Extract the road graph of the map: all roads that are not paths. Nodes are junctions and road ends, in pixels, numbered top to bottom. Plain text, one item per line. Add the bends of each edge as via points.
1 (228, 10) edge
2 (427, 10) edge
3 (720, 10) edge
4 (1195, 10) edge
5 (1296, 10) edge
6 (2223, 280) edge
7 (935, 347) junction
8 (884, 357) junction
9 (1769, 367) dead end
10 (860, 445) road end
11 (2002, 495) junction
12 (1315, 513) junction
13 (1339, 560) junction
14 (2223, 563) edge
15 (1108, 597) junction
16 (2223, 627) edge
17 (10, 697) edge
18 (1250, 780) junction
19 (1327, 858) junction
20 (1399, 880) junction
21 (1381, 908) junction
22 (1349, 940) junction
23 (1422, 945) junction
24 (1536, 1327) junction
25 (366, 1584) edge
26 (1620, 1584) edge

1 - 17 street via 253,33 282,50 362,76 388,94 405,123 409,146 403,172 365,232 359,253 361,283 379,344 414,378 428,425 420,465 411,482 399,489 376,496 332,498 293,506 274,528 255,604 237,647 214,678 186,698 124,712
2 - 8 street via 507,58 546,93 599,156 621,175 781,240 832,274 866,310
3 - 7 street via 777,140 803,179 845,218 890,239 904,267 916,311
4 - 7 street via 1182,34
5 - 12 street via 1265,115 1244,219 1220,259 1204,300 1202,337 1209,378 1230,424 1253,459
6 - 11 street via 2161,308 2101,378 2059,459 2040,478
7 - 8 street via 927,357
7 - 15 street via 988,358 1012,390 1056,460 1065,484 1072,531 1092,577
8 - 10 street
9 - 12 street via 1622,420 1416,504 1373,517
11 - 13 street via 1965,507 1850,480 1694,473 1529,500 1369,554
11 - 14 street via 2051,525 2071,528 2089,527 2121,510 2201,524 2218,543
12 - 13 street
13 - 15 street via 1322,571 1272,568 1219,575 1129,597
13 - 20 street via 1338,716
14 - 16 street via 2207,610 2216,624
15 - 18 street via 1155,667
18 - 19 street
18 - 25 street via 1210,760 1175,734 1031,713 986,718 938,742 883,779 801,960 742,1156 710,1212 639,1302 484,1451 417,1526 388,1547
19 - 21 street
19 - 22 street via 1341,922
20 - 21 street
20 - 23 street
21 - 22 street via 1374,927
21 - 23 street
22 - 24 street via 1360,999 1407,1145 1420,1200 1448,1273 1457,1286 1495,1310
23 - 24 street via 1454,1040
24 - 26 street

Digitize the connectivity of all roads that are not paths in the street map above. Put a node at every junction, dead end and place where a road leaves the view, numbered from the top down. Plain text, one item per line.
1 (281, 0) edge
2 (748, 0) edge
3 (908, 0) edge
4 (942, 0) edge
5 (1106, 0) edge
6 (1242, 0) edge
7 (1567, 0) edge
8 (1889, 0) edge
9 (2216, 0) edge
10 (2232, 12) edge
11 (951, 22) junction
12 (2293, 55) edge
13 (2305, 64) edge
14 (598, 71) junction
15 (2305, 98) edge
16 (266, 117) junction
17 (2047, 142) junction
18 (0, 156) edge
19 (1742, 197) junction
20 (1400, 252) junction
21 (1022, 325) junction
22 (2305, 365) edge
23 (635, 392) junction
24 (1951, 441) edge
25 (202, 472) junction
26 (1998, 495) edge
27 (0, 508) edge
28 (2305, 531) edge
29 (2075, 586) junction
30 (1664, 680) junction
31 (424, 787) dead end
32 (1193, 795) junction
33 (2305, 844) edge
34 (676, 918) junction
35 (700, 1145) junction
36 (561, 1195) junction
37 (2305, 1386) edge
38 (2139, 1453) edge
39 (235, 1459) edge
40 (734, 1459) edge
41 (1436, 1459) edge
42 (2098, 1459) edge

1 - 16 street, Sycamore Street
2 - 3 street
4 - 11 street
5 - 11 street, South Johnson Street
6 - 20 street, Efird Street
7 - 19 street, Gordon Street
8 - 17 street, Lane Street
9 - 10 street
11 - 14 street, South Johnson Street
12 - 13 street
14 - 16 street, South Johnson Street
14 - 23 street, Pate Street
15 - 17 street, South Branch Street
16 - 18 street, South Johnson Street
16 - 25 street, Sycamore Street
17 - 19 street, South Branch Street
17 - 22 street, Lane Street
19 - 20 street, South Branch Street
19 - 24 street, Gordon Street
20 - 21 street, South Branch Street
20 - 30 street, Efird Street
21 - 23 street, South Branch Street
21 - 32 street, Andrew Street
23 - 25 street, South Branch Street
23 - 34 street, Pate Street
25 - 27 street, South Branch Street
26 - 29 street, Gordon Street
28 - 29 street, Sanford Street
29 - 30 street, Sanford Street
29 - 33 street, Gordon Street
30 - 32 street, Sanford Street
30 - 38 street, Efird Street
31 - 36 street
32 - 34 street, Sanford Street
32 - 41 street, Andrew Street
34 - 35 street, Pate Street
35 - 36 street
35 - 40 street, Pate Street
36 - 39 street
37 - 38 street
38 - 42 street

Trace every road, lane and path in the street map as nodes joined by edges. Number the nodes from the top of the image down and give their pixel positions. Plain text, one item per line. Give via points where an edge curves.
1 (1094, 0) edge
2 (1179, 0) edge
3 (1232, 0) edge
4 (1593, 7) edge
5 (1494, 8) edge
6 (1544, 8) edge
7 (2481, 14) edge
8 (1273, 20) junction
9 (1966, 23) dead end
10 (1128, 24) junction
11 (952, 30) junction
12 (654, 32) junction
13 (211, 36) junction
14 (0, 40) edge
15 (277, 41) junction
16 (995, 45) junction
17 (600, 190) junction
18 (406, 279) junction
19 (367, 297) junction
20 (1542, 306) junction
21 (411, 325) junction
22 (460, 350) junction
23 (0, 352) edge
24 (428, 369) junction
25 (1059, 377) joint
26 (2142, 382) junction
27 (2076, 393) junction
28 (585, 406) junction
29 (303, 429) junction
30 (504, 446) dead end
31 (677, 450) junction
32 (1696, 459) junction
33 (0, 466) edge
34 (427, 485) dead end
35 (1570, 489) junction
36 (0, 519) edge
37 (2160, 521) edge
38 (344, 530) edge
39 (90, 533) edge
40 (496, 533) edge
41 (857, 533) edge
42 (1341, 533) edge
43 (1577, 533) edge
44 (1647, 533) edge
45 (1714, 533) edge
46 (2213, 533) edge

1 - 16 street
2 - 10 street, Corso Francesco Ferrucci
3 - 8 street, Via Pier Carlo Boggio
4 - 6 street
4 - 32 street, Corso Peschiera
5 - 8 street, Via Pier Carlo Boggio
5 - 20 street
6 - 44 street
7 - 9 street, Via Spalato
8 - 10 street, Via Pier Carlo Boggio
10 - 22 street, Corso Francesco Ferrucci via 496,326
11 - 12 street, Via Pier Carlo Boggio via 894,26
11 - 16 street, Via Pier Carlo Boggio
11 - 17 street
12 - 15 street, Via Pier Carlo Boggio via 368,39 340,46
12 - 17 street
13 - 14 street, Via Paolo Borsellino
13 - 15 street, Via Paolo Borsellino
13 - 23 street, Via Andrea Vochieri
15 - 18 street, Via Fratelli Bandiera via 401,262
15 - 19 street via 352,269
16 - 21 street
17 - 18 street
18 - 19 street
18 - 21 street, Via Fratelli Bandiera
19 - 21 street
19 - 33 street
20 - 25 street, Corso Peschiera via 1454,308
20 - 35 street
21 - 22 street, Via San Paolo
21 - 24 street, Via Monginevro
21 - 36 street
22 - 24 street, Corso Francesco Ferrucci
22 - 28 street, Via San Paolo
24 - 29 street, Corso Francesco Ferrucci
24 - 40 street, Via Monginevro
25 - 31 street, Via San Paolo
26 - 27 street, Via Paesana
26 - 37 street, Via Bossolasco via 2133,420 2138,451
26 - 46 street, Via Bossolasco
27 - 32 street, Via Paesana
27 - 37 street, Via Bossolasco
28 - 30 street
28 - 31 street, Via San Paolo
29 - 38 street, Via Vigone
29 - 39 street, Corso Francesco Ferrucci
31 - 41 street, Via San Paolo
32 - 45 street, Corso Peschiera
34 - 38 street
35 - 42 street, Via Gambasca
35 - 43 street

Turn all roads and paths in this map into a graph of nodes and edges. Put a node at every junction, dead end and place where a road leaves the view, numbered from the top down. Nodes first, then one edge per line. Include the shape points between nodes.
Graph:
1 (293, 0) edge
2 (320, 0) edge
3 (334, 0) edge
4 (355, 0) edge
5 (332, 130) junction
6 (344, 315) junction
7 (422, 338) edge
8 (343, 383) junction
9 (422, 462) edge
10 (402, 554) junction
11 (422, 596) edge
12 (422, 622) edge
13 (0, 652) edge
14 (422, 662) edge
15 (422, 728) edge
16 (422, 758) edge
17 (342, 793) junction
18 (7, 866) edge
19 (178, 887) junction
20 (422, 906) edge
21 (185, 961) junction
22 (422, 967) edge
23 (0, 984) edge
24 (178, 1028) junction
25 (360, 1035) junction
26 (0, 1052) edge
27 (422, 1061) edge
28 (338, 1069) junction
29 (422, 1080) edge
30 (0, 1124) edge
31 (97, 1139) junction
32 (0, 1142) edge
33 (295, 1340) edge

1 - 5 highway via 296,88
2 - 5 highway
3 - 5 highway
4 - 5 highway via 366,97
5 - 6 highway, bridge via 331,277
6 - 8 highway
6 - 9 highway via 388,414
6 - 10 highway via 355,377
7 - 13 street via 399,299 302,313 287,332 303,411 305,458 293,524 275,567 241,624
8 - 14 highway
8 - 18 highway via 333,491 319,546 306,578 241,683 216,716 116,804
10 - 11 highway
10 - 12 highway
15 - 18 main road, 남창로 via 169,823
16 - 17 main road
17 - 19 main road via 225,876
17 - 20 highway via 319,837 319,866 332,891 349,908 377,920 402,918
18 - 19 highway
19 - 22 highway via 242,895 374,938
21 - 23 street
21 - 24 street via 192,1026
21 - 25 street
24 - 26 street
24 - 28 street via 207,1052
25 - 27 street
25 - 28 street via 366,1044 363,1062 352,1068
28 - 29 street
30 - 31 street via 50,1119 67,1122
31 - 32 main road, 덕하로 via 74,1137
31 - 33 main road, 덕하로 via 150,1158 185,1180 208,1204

◇ ◇ ◇ ◇ ◇

:: Problem details ::
Which of the lines in the listing above include "Bossolasco"? Report each of them.

:: Exercise output ::
26 - 37 street, Via Bossolasco via 2133,420 2138,451
26 - 46 street, Via Bossolasco
27 - 37 street, Via Bossolasco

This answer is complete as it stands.